Reflectance &; Conclusions

The issues outlined above are significant and have been fought over by keyboard warriors on the web and by many Powerlifters in gyms worldwide for years now. You may be asking yourself, “So Michael, why does all this even matter?” It matters if you care about this sport, because these issues have put the brakes on any real progress for Powerlifting as a genuinely respected and legitimate sport. You may also be wondering who all this matters to – rapidly growing groups of Powerlifters the world-over. These pivotal matters can be ignored no longer.

competition deadlift josh hancott

Figure 2. My good friend Josh Hancott (Canada) pulling 271kg for a new Junior World Record (74kg class) at June’s IPF World Classic Championships 2014.

It is beyond the scope of this article to bicker over these issues or who/what brought us to this point. But no Powerlifter can deny they are having a serious effect on Powerlifting and its ascendancy.
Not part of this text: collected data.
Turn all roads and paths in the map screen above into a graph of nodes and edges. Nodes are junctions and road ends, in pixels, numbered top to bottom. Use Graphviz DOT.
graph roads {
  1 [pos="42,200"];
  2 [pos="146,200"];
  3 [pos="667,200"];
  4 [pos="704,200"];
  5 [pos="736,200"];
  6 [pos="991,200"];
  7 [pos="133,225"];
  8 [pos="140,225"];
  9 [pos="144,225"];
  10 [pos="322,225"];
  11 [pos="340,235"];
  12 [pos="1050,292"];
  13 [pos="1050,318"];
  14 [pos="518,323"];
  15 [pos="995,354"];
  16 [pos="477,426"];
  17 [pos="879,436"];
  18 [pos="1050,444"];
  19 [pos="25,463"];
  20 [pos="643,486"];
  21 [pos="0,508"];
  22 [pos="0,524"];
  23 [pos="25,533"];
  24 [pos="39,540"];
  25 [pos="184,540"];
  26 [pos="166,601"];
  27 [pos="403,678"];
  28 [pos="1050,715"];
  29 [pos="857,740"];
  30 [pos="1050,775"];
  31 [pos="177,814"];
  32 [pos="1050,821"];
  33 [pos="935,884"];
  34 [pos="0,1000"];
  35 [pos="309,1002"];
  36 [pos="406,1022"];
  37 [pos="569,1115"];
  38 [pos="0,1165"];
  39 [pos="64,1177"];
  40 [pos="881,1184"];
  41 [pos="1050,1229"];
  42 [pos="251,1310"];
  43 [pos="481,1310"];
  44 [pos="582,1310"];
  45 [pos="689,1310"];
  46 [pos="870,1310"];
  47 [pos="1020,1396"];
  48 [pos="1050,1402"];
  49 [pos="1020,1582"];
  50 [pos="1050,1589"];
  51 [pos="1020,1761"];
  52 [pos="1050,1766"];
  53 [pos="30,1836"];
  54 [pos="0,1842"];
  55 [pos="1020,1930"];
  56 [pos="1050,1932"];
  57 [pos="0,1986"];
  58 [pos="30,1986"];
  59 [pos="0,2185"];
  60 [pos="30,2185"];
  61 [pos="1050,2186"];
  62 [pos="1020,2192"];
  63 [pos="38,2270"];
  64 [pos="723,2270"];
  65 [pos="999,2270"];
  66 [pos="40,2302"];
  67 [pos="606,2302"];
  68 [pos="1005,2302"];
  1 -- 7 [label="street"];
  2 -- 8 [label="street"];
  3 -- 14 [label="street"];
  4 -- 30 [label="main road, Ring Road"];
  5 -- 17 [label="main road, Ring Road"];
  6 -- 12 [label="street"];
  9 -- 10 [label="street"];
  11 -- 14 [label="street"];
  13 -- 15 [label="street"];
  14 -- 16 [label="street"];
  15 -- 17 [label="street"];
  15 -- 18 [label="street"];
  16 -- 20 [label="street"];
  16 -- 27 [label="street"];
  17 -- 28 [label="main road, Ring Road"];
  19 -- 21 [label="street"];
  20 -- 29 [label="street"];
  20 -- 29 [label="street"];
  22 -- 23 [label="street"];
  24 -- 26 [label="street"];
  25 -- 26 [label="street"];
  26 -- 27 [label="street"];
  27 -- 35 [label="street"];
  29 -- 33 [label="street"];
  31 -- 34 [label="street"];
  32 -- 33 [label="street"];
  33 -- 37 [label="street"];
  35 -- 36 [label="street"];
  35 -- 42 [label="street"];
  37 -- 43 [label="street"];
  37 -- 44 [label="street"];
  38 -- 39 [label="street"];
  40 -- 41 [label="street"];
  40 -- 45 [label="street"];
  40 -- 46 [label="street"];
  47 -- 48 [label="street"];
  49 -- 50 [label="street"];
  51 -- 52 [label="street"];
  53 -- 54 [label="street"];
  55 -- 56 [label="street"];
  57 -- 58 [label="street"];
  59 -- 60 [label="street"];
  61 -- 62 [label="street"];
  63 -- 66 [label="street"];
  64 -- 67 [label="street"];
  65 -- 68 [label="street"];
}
It is actually refreshing, even for me, to see them written down so candidly rather than confusingly and endlessly trolled-out on social media avenues, accompanied with profanity. They are laid out here with sufficient clarity for them to be acknowledged and truly discussed.

So, the first step for the future of Powerlifting is honesty – acknowledgement and acceptance of the issues suffocating our sport. No longer can denial be an acceptable option. If you have read this, that’s a start (even more so for any non-Powerlifters who may have opened up this article and read it). 

The second step is, of course, action. Fortunately here, I do believe the tide is turning, and the general consensus is now steadily emerging that this sport can become something more reputable than just a fitness industry-acknowledged sport or an underground dungeon sport fit for the Orks of Middle Earth. The stereotypes are already being confronted while we are slowly ridding ourselves of the naysayers, and a metamorphosis seems to be well underway. This is not just visible from within the sport but can also be seen by outsiders. It is evident in the increased coverage and attention Powerlifting gets on the web and in media from competitions, the sheer number of lifters now competing within the IPF and its affiliates, and the significantly higher number of women taking part, amongst other proof.

Therefore, to me, it seems like we are taking bold steps toward pulling away from the issues that have chained us, as if it’s all been a simple natural movement. It is a great sport to be a part of right now. However, we have not reached our destination yet. It’s not about conforming – it’s about progression for our beloved sport. The CWG in my home city was my sobering reminder. What if this was it for Powerlifting? How would you remember your time as a part of it when you’re old and “crippled from the squatting?” As something that could have been? Or something that was? The choice is ours.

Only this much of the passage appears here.